Caspase-4/11 exacerbates disease severity in SARS-CoV-2 infection by promoting inflammation and immunothrombosis.

Severe acute respiratory syndrome coronavirus 2 (SARS­CoV-2) is a worldwide health concern, and new treatment strategies are needed. Targeting inflammatory innate immunity pathways holds therapeutic promise, but effective molecular targets remain elusive. Here, we show that human caspase-4 (CASP4) and its mouse homolog, caspase-11 (CASP11), are up-regulated in SARS­CoV-2 infections and that CASP4 expression correlates with severity of SARS­CoV-2 infection in humans.
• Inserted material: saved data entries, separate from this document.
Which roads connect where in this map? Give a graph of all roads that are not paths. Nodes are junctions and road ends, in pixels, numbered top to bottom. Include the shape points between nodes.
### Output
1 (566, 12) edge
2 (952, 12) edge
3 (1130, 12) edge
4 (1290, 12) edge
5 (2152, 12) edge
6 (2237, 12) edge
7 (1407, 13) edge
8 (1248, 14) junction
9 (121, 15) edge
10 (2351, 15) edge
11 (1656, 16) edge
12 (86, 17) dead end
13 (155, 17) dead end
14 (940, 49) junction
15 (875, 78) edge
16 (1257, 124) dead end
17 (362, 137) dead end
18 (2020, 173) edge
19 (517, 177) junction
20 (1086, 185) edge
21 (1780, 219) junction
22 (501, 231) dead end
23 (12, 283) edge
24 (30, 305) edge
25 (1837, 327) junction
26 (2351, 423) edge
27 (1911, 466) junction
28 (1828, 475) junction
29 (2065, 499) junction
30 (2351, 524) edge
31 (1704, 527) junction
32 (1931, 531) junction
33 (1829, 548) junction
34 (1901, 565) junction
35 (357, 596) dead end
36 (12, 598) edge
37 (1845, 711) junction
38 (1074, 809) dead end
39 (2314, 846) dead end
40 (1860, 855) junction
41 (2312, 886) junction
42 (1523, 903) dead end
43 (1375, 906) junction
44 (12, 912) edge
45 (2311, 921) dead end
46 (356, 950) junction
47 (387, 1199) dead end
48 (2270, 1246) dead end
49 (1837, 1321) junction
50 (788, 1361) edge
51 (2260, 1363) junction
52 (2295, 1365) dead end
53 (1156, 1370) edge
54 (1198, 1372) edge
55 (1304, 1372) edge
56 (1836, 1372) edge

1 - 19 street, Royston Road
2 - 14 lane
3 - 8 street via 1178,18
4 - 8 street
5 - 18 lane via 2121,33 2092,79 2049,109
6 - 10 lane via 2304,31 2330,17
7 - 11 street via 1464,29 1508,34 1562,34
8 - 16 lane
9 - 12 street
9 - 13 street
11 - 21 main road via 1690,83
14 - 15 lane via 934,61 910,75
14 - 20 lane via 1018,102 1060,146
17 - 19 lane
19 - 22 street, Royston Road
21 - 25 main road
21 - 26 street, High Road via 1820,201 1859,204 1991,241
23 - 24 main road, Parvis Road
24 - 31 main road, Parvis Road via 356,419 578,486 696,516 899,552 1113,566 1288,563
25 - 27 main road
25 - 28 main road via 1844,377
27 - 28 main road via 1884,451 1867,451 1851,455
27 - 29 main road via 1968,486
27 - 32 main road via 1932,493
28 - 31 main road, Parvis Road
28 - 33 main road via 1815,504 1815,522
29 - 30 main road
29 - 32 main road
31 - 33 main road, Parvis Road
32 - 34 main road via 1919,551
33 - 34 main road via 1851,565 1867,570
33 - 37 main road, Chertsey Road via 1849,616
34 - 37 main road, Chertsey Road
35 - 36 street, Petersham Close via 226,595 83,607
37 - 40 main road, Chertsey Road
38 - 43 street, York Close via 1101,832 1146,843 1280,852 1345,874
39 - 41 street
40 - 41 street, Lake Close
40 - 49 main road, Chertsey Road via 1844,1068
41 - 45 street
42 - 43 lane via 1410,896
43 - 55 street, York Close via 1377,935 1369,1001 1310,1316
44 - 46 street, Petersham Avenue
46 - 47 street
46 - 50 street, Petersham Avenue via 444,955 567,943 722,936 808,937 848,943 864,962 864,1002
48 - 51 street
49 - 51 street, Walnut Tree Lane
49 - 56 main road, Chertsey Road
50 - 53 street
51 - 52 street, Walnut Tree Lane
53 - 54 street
SARS­CoV-2­infected Casp11−/− mice were protected from severe weight loss and lung pathology, including blood vessel damage, compared to wild-type (WT) mice and mice lacking the caspase downstream effector gasdermin-D (Gsdmd−/−). Notably, viral titers were similar regardless of CASP11 knockout. Global transcriptomics of SARS­CoV-2­infected WT, Casp11−/−, and Gsdmd−/− lungs identified restrained expression of inflammatory molecules and altered neutrophil gene signatures in Casp11−/− mice. We confirmed that protein levels of inflammatory mediators interleukin (IL)-1ß, IL-6, and CXCL1, as well as neutrophil functions, were reduced in Casp11−/− lungs. Additionally, Casp11−/− lungs accumulated less von Willebrand factor, a marker for endothelial damage, but expressed more Kruppel-Like Factor 2, a transcription factor that maintains vascular integrity. Overall, our results demonstrate that CASP4/11 promotes detrimental SARS­CoV-2­induced inflammation and coagulopathy, largely independently of GSDMD, identifying CASP4/11 as a promising drug target for treatment and prevention of severe COVID-19.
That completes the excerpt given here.